What could it be? We were all stymied and frustrated as the deadline loomed before us. It was then that I noticed the power strips on each rack into which all the frames and power supplies were plugged. The power strip on the dev server was 12-gauge (i.e. could handle 20 amps) but the one on the QA rack was only 14-gauge (15 amps). The power draw caused by spinning up the drives was just enough to leave the system board under-powered for bootup.
We swapped in a new $10 power strip and it worked perfectly. And we made the deadline, too! So, fellow Soylents, what have you got? Share your favorite tale of woe and success and finally bask in the glory you deserve."
In the 90s, I was responsible for getting a roughly 250 kLOC MacApp 3 software for medical device control stable. A few crashers were quite hard to nail down. The one I'm most proud of, I guess, was a bug in Script Manager. Under certain circumstances, we saw seemingly random memory get overwritten. I narrowed it to a specific call and drilled down into the OS assembly with MacsBug. Turned out Script Manager wrote to an address in a register it did not touch before. I found a workaround and reported it. Got me a very nice reply from DTS for the "hard work in MacsBug" :)
Another hard one where I can only claim an "assist" was with SetCursor(), which was "guaranteed" interrupt-safe and MacApp switched on the watch in an interrupt, given that guarantee. However, the Control Strip patched SetCursor and went on to do interrupt-unsafe memory handling. This led to very rare crashes. A bit of back and forth exchange with DTS led to nothing. Then I noted that some adresses pointed to a pattern that looked suspiciously like a bitmap, and after drawing it down by hand, I figured out that it was one of the mouse cursors.
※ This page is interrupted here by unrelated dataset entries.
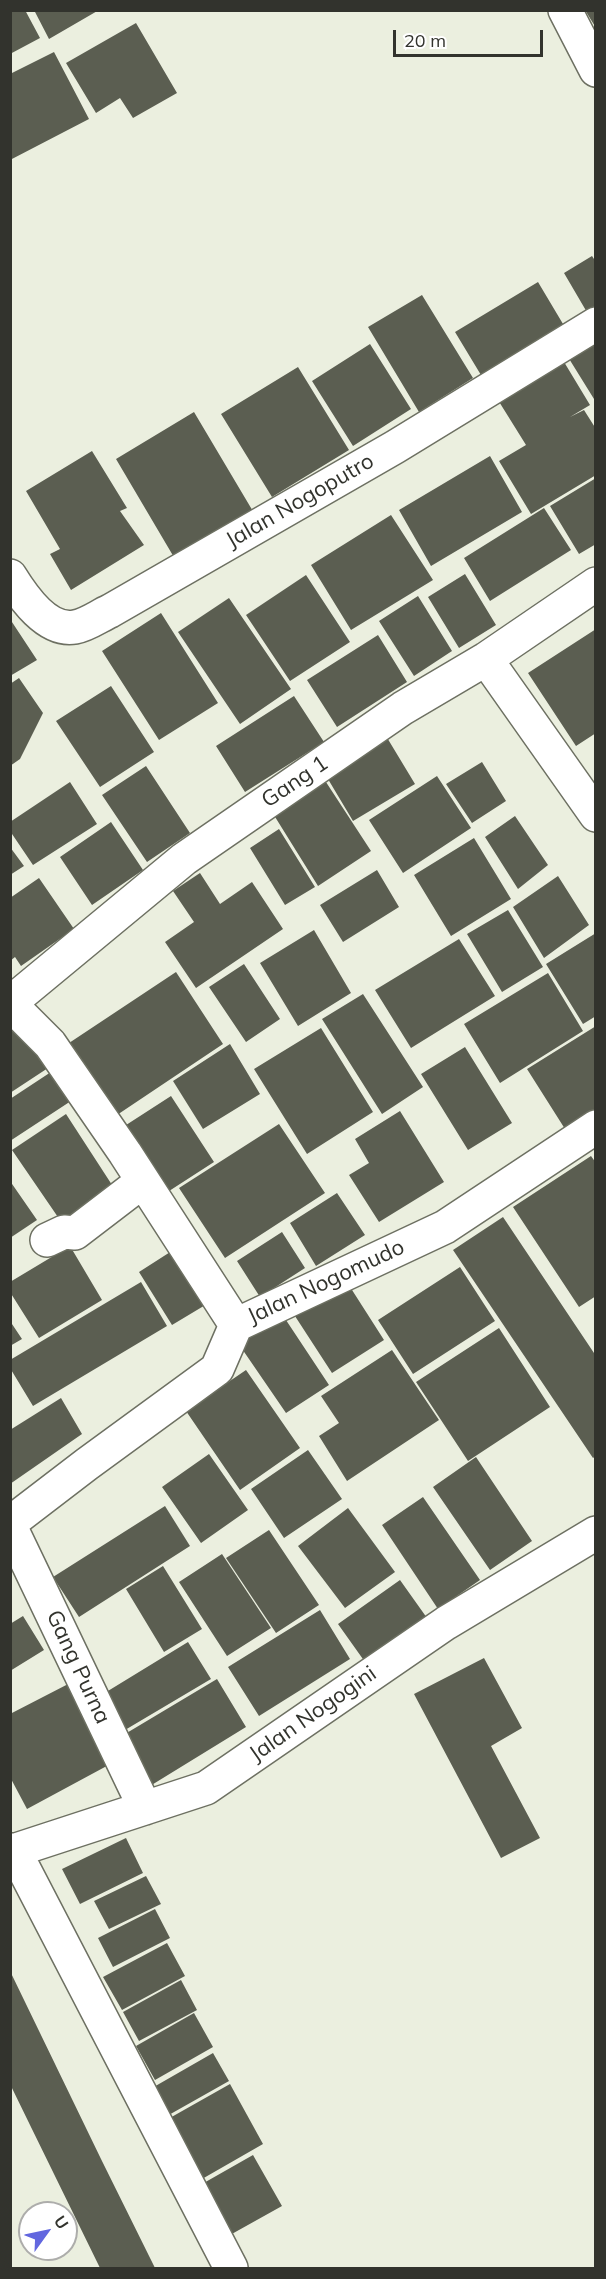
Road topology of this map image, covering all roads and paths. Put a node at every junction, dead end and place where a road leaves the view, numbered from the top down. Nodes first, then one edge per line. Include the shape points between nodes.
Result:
1 (565, 10) edge
2 (596, 70) edge
3 (596, 324) edge
4 (10, 576) edge
5 (596, 584) edge
6 (486, 659) junction
7 (596, 815) edge
8 (10, 1003) edge
9 (596, 1127) edge
10 (143, 1181) junction
11 (48, 1240) dead end
12 (236, 1324) junction
13 (10, 1525) edge
14 (596, 1533) edge
15 (145, 1808) junction
16 (12, 1851) edge
17 (231, 2268) edge

1 - 2 street
3 - 4 street, Jalan Nogoputro via 395,447 77,627 64,628 49,620 35,609
5 - 6 street, Gang 1
6 - 7 street
6 - 8 street, Gang 1 via 403,708 183,859
8 - 10 street, Jalan Nogomudo via 50,1044
9 - 12 street, Jalan Nogomudo via 445,1227
10 - 11 street via 75,1233 64,1232
10 - 12 street, Jalan Nogomudo
12 - 13 street via 217,1370
13 - 15 street, Gang Purna
14 - 15 street, Jalan Nogogini via 446,1623 207,1788
15 - 16 street, Jalan Nogogini
16 - 17 street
With that info, I reported back again, and after a few days DTS responded that they found the offender.
Honourable mention goes to a Linux Kernel (2.4.2x) issue where jffs2 would ignore a readonly-mount flag, which we noted when checksums for a supposed-to-be-read-only boot file system changed. Tracking the bug down that wasn't that hard, and the maintainer (David Woodhouse) went for a slightly bigger scope solution than my mailed-in patch, but I got credits in the change log for the Kernel :)
And right now, I've got my teeth bitten into what seems like a cache coherency / TLB integrity issue with a softcore CPU (Microblaze). It seems to read a wrong value from a SYSV shared memory area about once every 5 minutes, and only in a very specific application software setup. If my analysis so far is correct (I can _most_ likely rule out a race) and I get to fix it, that will definitely make this list :)